> **Instructions to follow**:
Search the data below, and report every line in which "Plaine" occurs.

> **Raw data**:
· · · · · · ·
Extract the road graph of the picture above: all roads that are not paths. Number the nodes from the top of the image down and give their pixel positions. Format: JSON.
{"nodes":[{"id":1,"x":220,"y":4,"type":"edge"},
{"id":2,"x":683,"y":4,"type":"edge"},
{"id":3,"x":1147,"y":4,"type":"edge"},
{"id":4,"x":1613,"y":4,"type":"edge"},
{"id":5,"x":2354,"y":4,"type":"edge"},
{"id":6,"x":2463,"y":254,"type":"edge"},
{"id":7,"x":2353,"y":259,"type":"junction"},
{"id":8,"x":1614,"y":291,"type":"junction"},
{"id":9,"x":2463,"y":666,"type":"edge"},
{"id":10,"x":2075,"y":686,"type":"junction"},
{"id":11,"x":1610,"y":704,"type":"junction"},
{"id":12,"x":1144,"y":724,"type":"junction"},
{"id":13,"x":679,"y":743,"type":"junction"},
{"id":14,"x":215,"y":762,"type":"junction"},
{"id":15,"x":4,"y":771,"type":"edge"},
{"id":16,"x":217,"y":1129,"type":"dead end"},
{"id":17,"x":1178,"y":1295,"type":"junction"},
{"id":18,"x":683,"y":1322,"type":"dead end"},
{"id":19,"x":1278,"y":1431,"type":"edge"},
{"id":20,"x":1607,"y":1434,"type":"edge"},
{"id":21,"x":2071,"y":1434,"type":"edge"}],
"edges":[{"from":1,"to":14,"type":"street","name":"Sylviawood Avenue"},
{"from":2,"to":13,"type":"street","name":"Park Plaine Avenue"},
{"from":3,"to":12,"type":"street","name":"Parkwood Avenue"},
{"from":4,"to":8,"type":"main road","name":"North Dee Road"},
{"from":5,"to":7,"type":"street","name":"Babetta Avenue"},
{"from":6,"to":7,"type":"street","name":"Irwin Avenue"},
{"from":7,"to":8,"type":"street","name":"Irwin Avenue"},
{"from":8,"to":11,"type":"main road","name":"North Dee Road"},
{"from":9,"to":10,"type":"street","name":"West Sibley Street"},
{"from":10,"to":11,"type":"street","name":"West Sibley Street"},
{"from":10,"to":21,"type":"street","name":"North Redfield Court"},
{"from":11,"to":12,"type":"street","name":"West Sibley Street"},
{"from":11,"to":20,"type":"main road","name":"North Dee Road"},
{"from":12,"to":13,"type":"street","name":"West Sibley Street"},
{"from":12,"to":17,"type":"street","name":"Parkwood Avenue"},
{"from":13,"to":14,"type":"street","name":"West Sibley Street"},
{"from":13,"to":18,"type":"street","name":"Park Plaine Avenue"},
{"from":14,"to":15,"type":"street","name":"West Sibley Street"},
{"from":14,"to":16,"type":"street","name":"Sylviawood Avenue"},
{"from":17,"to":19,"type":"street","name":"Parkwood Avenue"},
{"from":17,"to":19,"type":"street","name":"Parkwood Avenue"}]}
· · · · · · ·
> **Response to the exercise**:
{"from":2,"to":13,"type":"street","name":"Park Plaine Avenue"},
{"from":13,"to":18,"type":"street","name":"Park Plaine Avenue"},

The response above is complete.